Some lines in the listing hold the word "image". Return each of them.

[[ GIVEN INFORMATION open ]]

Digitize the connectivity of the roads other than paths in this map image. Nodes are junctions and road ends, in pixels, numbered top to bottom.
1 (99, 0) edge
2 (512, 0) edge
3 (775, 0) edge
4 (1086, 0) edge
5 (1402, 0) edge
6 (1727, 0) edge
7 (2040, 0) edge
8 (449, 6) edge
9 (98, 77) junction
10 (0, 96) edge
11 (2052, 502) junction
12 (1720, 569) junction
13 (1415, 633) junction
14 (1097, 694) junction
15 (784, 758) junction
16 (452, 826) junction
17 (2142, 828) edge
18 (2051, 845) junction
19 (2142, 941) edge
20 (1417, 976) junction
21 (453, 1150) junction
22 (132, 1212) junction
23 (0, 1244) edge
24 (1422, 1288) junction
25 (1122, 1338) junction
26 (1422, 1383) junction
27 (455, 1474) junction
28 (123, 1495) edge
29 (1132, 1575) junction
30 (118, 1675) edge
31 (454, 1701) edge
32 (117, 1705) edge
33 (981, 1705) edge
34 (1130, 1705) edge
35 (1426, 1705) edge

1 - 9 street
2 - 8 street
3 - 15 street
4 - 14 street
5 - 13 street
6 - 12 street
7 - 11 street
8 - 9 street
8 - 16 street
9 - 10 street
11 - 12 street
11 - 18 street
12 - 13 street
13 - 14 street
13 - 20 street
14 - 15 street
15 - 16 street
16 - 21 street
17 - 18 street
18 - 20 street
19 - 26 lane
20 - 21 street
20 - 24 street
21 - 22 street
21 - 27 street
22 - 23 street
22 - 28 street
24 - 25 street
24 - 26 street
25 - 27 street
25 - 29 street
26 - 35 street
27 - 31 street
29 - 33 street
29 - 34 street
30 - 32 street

[[ GIVEN INFORMATION closed ]]
[[ GIVEN INFORMATION open ]]

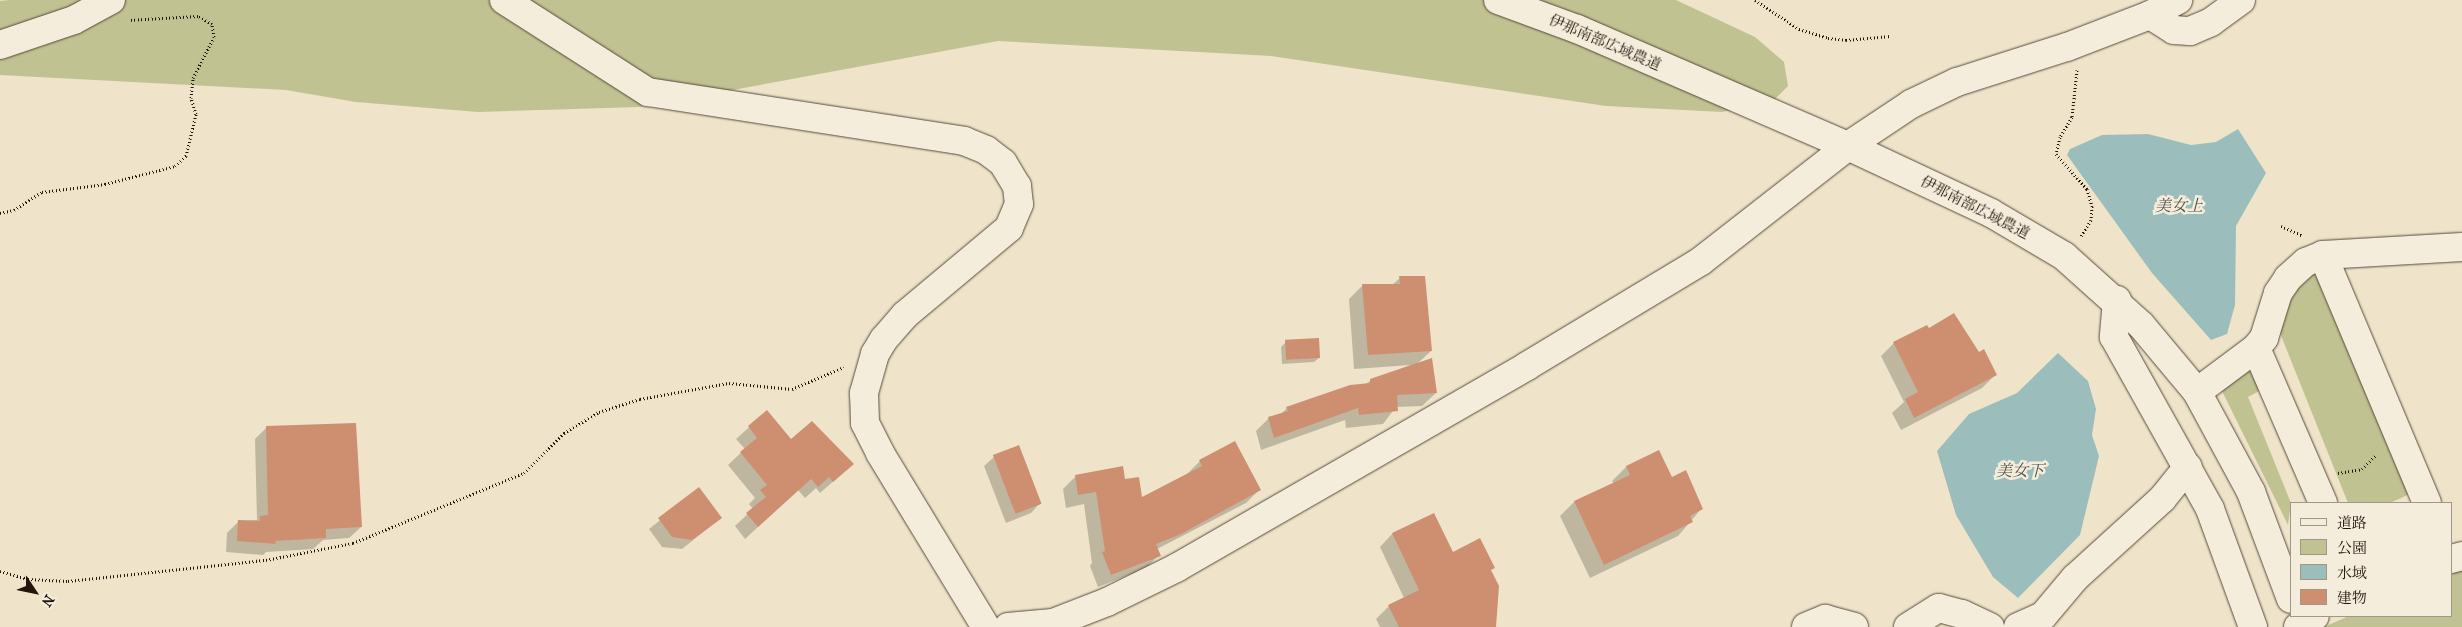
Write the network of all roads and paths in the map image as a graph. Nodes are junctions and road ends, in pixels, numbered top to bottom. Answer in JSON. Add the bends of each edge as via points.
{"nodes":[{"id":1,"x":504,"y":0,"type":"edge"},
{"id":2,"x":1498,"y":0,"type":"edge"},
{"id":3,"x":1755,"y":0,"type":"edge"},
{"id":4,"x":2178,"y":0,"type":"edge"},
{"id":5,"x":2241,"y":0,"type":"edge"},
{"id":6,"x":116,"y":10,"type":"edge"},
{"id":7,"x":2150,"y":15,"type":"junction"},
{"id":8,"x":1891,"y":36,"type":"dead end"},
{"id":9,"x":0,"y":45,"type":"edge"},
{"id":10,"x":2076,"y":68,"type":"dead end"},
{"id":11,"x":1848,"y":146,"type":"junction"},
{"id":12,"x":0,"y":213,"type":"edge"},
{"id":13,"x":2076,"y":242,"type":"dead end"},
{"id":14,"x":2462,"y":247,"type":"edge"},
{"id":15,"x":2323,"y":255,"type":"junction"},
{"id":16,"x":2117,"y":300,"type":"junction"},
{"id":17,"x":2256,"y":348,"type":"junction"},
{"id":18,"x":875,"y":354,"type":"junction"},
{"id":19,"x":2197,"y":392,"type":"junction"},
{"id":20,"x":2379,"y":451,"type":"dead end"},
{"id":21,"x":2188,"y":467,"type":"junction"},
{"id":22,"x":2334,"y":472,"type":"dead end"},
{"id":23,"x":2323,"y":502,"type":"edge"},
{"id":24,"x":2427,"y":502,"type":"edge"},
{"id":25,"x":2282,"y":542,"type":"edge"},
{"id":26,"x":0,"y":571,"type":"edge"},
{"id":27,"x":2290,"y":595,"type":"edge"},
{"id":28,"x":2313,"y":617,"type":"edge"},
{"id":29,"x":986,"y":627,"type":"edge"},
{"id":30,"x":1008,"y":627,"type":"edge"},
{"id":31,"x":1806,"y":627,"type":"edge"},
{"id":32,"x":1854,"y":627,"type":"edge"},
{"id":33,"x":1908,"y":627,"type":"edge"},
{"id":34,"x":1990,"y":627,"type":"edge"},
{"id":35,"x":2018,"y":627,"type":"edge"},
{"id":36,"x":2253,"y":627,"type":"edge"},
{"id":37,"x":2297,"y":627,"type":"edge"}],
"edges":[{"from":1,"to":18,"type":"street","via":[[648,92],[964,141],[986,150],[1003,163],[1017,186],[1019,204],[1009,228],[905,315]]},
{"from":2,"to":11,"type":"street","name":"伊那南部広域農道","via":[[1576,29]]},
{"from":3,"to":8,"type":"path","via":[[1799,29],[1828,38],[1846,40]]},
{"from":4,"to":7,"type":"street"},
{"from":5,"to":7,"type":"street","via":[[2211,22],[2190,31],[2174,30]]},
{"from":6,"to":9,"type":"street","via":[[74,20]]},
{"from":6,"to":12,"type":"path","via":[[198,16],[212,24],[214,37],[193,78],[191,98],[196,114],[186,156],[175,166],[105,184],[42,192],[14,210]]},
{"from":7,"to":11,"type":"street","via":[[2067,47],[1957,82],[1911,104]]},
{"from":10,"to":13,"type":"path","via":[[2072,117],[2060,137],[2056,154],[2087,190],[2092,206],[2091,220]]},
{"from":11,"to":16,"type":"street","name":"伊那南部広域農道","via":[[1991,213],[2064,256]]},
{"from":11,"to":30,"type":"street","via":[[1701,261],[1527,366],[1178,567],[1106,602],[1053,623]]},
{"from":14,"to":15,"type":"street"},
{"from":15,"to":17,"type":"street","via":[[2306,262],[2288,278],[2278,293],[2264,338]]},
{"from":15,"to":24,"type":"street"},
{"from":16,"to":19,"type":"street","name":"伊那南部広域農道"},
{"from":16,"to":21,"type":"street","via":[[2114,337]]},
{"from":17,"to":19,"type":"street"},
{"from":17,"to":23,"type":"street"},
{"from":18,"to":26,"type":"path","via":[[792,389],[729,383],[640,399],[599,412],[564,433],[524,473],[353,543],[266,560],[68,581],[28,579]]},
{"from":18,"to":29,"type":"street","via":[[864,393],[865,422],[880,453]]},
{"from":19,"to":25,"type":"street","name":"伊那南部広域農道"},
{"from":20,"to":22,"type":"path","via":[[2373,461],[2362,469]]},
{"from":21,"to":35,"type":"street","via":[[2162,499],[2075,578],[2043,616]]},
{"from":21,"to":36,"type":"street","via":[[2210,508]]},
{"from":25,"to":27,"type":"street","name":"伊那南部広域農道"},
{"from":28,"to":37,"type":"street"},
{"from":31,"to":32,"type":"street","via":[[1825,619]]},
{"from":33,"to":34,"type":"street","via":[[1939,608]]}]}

[[ GIVEN INFORMATION closed ]]

*REPLY:*
Digitize the connectivity of the roads other than paths in this map image. Nodes are junctions and road ends, in pixels, numbered top to bottom.
Write the network of all roads and paths in the map image as a graph. Nodes are junctions and road ends, in pixels, numbered top to bottom. Answer in JSON. Add the bends of each edge as via points.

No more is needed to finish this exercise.